Daily News Hungary

Budapest, October 30 (MTI) – The government submitted the 2015 budget bill to Parliament on Thursday, one day before the legal deadline.

Economy Minister Mihaly Varga ceremoniously presented the bill to House Speaker Laszlo Kover in digital and printed form at a press conference early in the afternoon.

The bill targets a 2.4pc-of-GDP general government deficit, calculated with European Union methodology, lower than the 2.9 percent target for this year. It also targets a 0.9 percentage point reduction of public debt as a percentage of GDP to 75.4 percent, excluding exchange rate changes.

The bill assumes GDP growth of 2.5 percent. It assumes household consumption will climb 2.6 percent.

The government projected GDP growth of 2.5 percent for 2015 in the country’s updated Convergence Programme submitted to Brussels last April.

The bill assumes a 1.3 percent increase in employment, 1.8 percent average annual inflation and external financing capacity equivalent to 8.4 percent of GDP.

Varga said the budget includes sufficient reserves, represented by 60 billion forints in the country protection fund, up from a previously calculated 40 billion forints, and 100 billion forints in general reserves.

The 2015 budget is dedicated to making banks accountable, Varga said after submitting the bill.

The family-focused tax system will be maintained next year, with 240 million forints left in families’ pockets. The opublic utility scheme will continue and households’ public utility burdens will be reduced by an additional 20-25 percent, he said.

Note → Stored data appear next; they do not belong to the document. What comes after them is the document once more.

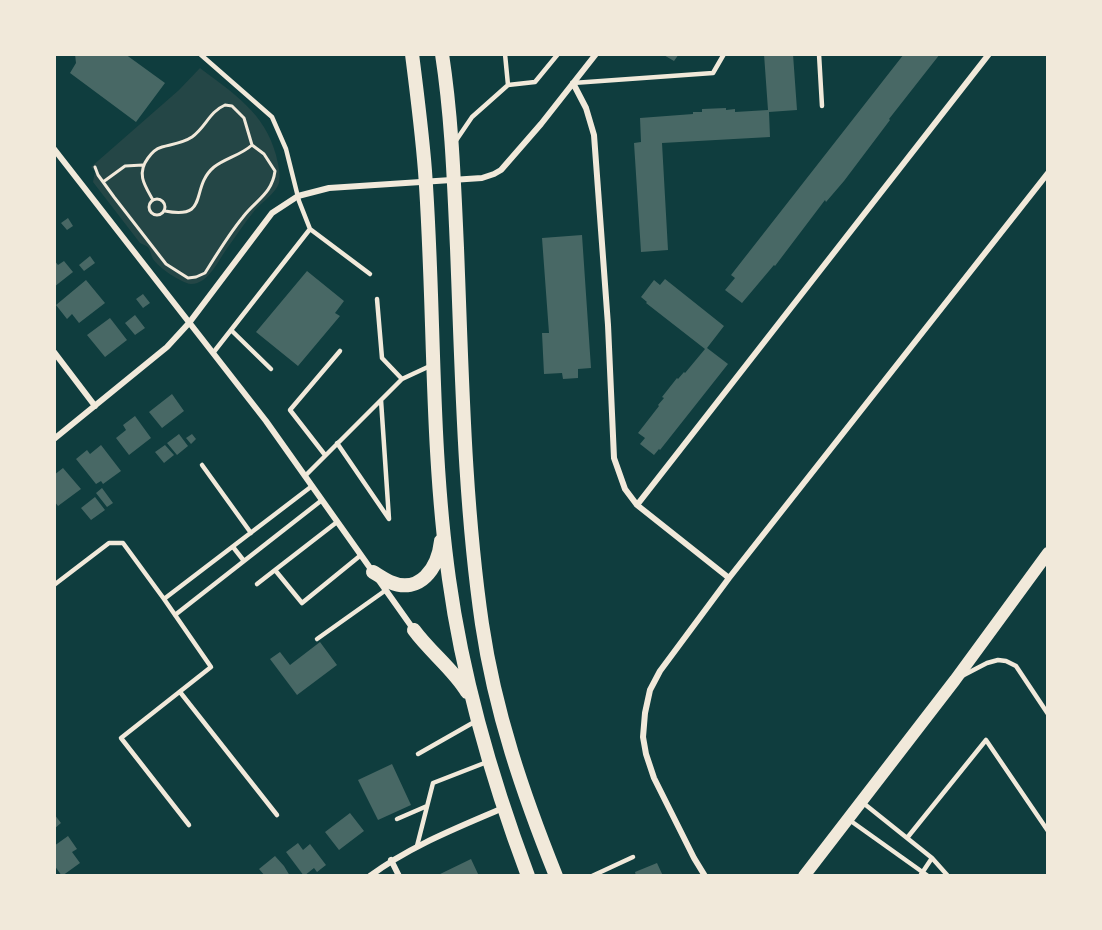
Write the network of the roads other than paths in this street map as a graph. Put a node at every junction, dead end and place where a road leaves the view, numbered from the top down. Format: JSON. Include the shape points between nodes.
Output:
{"nodes":[{"id":1,"x":200,"y":54,"type":"edge"},
{"id":2,"x":411,"y":54,"type":"edge"},
{"id":3,"x":442,"y":54,"type":"edge"},
{"id":4,"x":505,"y":54,"type":"edge"},
{"id":5,"x":558,"y":54,"type":"edge"},
{"id":6,"x":596,"y":54,"type":"edge"},
{"id":7,"x":724,"y":54,"type":"edge"},
{"id":8,"x":819,"y":54,"type":"edge"},
{"id":9,"x":990,"y":54,"type":"edge"},
{"id":10,"x":573,"y":82,"type":"junction"},
{"id":11,"x":508,"y":85,"type":"junction"},
{"id":12,"x":822,"y":106,"type":"dead end"},
{"id":13,"x":453,"y":145,"type":"junction"},
{"id":14,"x":54,"y":149,"type":"edge"},
{"id":15,"x":1048,"y":173,"type":"edge"},
{"id":16,"x":454,"y":180,"type":"junction"},
{"id":17,"x":425,"y":182,"type":"junction"},
{"id":18,"x":298,"y":196,"type":"junction"},
{"id":19,"x":310,"y":229,"type":"junction"},
{"id":20,"x":370,"y":274,"type":"dead end"},
{"id":21,"x":376,"y":299,"type":"dead end"},
{"id":22,"x":189,"y":323,"type":"junction"},
{"id":23,"x":231,"y":330,"type":"junction"},
{"id":24,"x":340,"y":351,"type":"dead end"},
{"id":25,"x":54,"y":352,"type":"edge"},
{"id":26,"x":213,"y":352,"type":"junction"},
{"id":27,"x":433,"y":364,"type":"junction"},
{"id":28,"x":271,"y":369,"type":"dead end"},
{"id":29,"x":402,"y":379,"type":"junction"},
{"id":30,"x":381,"y":400,"type":"junction"},
{"id":31,"x":95,"y":406,"type":"junction"},
{"id":32,"x":54,"y":439,"type":"edge"},
{"id":33,"x":337,"y":443,"type":"junction"},
{"id":34,"x":326,"y":455,"type":"junction"},
{"id":35,"x":202,"y":465,"type":"dead end"},
{"id":36,"x":304,"y":476,"type":"junction"},
{"id":37,"x":312,"y":486,"type":"junction"},
{"id":38,"x":322,"y":500,"type":"junction"},
{"id":39,"x":638,"y":505,"type":"junction"},
{"id":40,"x":337,"y":522,"type":"junction"},
{"id":41,"x":444,"y":524,"type":"junction"},
{"id":42,"x":251,"y":533,"type":"junction"},
{"id":43,"x":233,"y":546,"type":"junction"},
{"id":44,"x":1048,"y":553,"type":"edge"},
{"id":45,"x":361,"y":555,"type":"junction"},
{"id":46,"x":244,"y":561,"type":"junction"},
{"id":47,"x":275,"y":570,"type":"junction"},
{"id":48,"x":373,"y":572,"type":"junction"},
{"id":49,"x":729,"y":578,"type":"junction"},
{"id":50,"x":257,"y":584,"type":"dead end"},
{"id":51,"x":54,"y":585,"type":"edge"},
{"id":52,"x":386,"y":590,"type":"junction"},
{"id":53,"x":164,"y":599,"type":"junction"},
{"id":54,"x":175,"y":615,"type":"junction"},
{"id":55,"x":414,"y":630,"type":"joint"},
{"id":56,"x":317,"y":639,"type":"dead end"},
{"id":57,"x":955,"y":680,"type":"junction"},
{"id":58,"x":180,"y":692,"type":"junction"},
{"id":59,"x":477,"y":713,"type":"junction"},
{"id":60,"x":1048,"y":714,"type":"edge"},
{"id":61,"x":418,"y":754,"type":"dead end"},
{"id":62,"x":490,"y":761,"type":"junction"},
{"id":63,"x":862,"y":802,"type":"junction"},
{"id":64,"x":427,"y":806,"type":"junction"},
{"id":65,"x":503,"y":808,"type":"junction"},
{"id":66,"x":277,"y":815,"type":"dead end"},
{"id":67,"x":397,"y":819,"type":"dead end"},
{"id":68,"x":848,"y":819,"type":"junction"},
{"id":69,"x":189,"y":825,"type":"dead end"},
{"id":70,"x":1048,"y":831,"type":"edge"},
{"id":71,"x":907,"y":838,"type":"junction"},
{"id":72,"x":417,"y":846,"type":"junction"},
{"id":73,"x":633,"y":857,"type":"dead end"},
{"id":74,"x":932,"y":858,"type":"junction"},
{"id":75,"x":391,"y":860,"type":"junction"},
{"id":76,"x":921,"y":874,"type":"edge"},
{"id":77,"x":559,"y":875,"type":"edge"},
{"id":78,"x":370,"y":876,"type":"edge"},
{"id":79,"x":399,"y":876,"type":"edge"},
{"id":80,"x":528,"y":876,"type":"edge"},
{"id":81,"x":592,"y":876,"type":"edge"},
{"id":82,"x":705,"y":876,"type":"edge"},
{"id":83,"x":804,"y":876,"type":"edge"},
{"id":84,"x":928,"y":876,"type":"edge"},
{"id":85,"x":948,"y":876,"type":"edge"}],
"edges":[{"from":1,"to":18,"type":"lane","via":[[272,117],[286,149]]},
{"from":2,"to":17,"type":"main road"},
{"from":3,"to":13,"type":"main road"},
{"from":4,"to":11,"type":"lane"},
{"from":5,"to":11,"type":"lane","via":[[535,82]]},
{"from":6,"to":10,"type":"street"},
{"from":7,"to":10,"type":"lane","via":[[713,73]]},
{"from":8,"to":12,"type":"lane"},
{"from":9,"to":39,"type":"street"},
{"from":10,"to":16,"type":"street","via":[[501,170],[482,178]]},
{"from":10,"to":39,"type":"street","via":[[594,135],[614,458],[624,489]]},
{"from":11,"to":13,"type":"lane","via":[[472,117]]},
{"from":13,"to":16,"type":"main road"},
{"from":14,"to":22,"type":"street"},
{"from":15,"to":49,"type":"street"},
{"from":16,"to":17,"type":"street"},
{"from":16,"to":77,"type":"main road","via":[[466,461],[482,624],[508,744],[530,812]]},
{"from":17,"to":18,"type":"street","via":[[329,188]]},
{"from":17,"to":27,"type":"main road"},
{"from":18,"to":19,"type":"lane"},
{"from":18,"to":22,"type":"street","via":[[272,213]]},
{"from":19,"to":20,"type":"lane"},
{"from":19,"to":23,"type":"lane"},
{"from":21,"to":29,"type":"lane","via":[[382,358]]},
{"from":22,"to":26,"type":"street"},
{"from":22,"to":31,"type":"street","via":[[167,347]]},
{"from":23,"to":26,"type":"lane"},
{"from":23,"to":28,"type":"lane"},
{"from":24,"to":34,"type":"lane","via":[[290,410]]},
{"from":25,"to":31,"type":"street"},
{"from":26,"to":36,"type":"street"},
{"from":27,"to":29,"type":"lane"},
{"from":27,"to":41,"type":"main road"},
{"from":29,"to":30,"type":"lane"},
{"from":30,"to":33,"type":"lane"},
{"from":30,"to":33,"type":"lane","via":[[389,519]]},
{"from":31,"to":32,"type":"street"},
{"from":33,"to":34,"type":"lane"},
{"from":34,"to":36,"type":"lane"},
{"from":35,"to":42,"type":"lane"},
{"from":36,"to":37,"type":"street"},
{"from":37,"to":38,"type":"street"},
{"from":37,"to":42,"type":"lane"},
{"from":38,"to":40,"type":"street"},
{"from":38,"to":46,"type":"lane"},
{"from":39,"to":49,"type":"street"},
{"from":40,"to":45,"type":"street"},
{"from":40,"to":47,"type":"lane"},
{"from":41,"to":48,"type":"main road","via":[[435,566],[415,585],[389,582]]},
{"from":41,"to":59,"type":"main road","via":[[462,660]]},
{"from":42,"to":43,"type":"lane"},
{"from":43,"to":46,"type":"lane"},
{"from":43,"to":53,"type":"lane"},
{"from":44,"to":57,"type":"main road"},
{"from":45,"to":47,"type":"lane","via":[[302,603]]},
{"from":45,"to":48,"type":"street"},
{"from":46,"to":54,"type":"lane"},
{"from":47,"to":50,"type":"lane"},
{"from":48,"to":52,"type":"street"},
{"from":49,"to":82,"type":"street","via":[[660,671],[650,690],[643,736],[654,778]]},
{"from":51,"to":53,"type":"lane","via":[[109,543],[123,543]]},
{"from":52,"to":55,"type":"street"},
{"from":52,"to":56,"type":"lane"},
{"from":53,"to":54,"type":"lane"},
{"from":54,"to":58,"type":"lane","via":[[211,667]]},
{"from":55,"to":59,"type":"main road","via":[[460,680]]},
{"from":57,"to":60,"type":"lane","via":[[987,663],[1006,661],[1016,666]]},
{"from":57,"to":63,"type":"main road"},
{"from":58,"to":66,"type":"lane"},
{"from":58,"to":69,"type":"lane","via":[[121,738]]},
{"from":59,"to":61,"type":"lane"},
{"from":59,"to":62,"type":"main road"},
{"from":62,"to":64,"type":"lane","via":[[433,783]]},
{"from":62,"to":65,"type":"main road"},
{"from":63,"to":68,"type":"main road"},
{"from":63,"to":71,"type":"lane"},
{"from":64,"to":67,"type":"lane"},
{"from":64,"to":72,"type":"lane"},
{"from":65,"to":72,"type":"street"},
{"from":65,"to":80,"type":"main road"},
{"from":68,"to":76,"type":"lane"},
{"from":68,"to":83,"type":"main road"},
{"from":70,"to":71,"type":"lane","via":[[986,740]]},
{"from":71,"to":74,"type":"lane"},
{"from":72,"to":75,"type":"street"},
{"from":73,"to":81,"type":"lane"},
{"from":74,"to":76,"type":"lane"},
{"from":74,"to":85,"type":"lane"},
{"from":75,"to":78,"type":"street"},
{"from":75,"to":79,"type":"street"},
{"from":76,"to":84,"type":"lane"}]}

Wages will be increased in several sectors, including 44 billion forints to be allocated for those working for the armed forces and police and 38 billion forints for teachers, he said.

Local councils will get access to 2,500 billion forints next year and the central budget will provide an additional 690 billion forints. Varga said next year will be the first year that local councils can start without outstanding debt, thanks to the government’s debt consolidation scheme this year, he said.

Kover said the parliamentary debate of the bill start on November 17. Committees will debate details of the bill on November 26 and 27, and the final vote is planned to be held on December 15, he added.

In an opinion published on Monday, the Fiscal Council identified some risks with the bill but did not raise objections on the whole. The council pointed to risk of lower economic growth and lower inflation, and it recommended that risk reserves be raised. It also noted that detailed information on measures related to tax revenue and expenditure cuts was lacking.

Varga said sectoral taxes, such as those on advertisers and banks, would remain in place in 2015.